Dataset entries
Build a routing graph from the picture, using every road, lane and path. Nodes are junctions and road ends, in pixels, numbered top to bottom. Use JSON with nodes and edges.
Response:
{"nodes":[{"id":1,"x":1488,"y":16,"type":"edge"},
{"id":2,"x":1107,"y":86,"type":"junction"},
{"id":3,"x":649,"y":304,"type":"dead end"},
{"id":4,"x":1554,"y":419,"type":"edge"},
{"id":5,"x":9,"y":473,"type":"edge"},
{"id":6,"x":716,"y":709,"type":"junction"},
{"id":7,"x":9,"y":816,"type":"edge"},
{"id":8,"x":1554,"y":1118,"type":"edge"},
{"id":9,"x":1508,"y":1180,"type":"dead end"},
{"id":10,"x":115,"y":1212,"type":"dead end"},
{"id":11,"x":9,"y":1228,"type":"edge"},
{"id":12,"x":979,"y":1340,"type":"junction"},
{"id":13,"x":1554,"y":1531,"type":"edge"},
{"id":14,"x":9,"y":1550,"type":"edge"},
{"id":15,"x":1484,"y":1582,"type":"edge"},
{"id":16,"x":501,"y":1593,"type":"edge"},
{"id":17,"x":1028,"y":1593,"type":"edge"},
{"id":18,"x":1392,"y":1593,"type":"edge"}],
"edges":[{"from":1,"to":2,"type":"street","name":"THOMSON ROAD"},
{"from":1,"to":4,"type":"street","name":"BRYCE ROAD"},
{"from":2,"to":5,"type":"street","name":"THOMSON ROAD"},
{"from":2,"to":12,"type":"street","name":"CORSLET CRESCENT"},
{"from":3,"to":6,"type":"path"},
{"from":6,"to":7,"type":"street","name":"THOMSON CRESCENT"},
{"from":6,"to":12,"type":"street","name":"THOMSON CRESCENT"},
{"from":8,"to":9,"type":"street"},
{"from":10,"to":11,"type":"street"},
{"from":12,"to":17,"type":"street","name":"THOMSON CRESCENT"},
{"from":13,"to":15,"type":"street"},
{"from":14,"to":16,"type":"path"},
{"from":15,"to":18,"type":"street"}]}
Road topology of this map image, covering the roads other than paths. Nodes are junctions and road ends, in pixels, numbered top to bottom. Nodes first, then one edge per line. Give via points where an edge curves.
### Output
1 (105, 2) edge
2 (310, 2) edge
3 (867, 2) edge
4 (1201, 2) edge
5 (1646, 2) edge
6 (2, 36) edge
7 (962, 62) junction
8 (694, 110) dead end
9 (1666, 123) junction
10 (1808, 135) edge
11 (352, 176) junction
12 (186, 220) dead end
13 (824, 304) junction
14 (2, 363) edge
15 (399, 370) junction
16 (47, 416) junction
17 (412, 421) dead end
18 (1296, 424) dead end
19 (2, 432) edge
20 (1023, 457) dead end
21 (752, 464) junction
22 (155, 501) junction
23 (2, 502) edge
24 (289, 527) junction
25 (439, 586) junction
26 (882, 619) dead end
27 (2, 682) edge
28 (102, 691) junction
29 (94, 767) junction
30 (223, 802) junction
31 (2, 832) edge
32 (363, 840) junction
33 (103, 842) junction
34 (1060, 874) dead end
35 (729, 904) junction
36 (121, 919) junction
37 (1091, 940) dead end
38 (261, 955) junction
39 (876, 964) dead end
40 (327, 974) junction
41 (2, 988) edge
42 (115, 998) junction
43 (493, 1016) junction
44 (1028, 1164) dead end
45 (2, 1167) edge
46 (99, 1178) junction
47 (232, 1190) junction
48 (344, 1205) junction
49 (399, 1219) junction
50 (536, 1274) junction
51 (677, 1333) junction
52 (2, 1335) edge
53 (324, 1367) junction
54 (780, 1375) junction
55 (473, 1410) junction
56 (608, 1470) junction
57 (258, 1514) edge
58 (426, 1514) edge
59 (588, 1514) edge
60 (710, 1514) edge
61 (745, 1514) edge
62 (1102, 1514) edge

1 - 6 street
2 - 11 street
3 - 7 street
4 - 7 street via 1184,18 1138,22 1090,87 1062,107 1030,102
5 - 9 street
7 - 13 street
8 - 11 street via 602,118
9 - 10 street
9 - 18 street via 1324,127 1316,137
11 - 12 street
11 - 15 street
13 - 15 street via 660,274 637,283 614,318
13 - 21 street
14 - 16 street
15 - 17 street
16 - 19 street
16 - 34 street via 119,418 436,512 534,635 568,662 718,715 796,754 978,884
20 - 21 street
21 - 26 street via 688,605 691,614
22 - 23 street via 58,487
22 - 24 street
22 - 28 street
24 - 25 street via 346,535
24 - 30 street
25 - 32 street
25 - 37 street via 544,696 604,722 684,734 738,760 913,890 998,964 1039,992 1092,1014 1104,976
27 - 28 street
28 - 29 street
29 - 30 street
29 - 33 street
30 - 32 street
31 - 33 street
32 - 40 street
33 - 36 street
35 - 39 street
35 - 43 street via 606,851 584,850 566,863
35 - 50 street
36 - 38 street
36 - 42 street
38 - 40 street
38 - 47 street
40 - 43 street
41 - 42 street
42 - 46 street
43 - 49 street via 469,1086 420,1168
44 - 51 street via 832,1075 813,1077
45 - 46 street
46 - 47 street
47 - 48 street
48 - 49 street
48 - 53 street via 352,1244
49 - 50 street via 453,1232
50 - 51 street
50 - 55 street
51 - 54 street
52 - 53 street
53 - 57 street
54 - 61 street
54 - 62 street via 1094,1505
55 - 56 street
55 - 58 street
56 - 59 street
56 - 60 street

What you have to do -> Among the entries above, count the lines that contain the word "CRESCENT" and give the number by itself.

Response area -> 4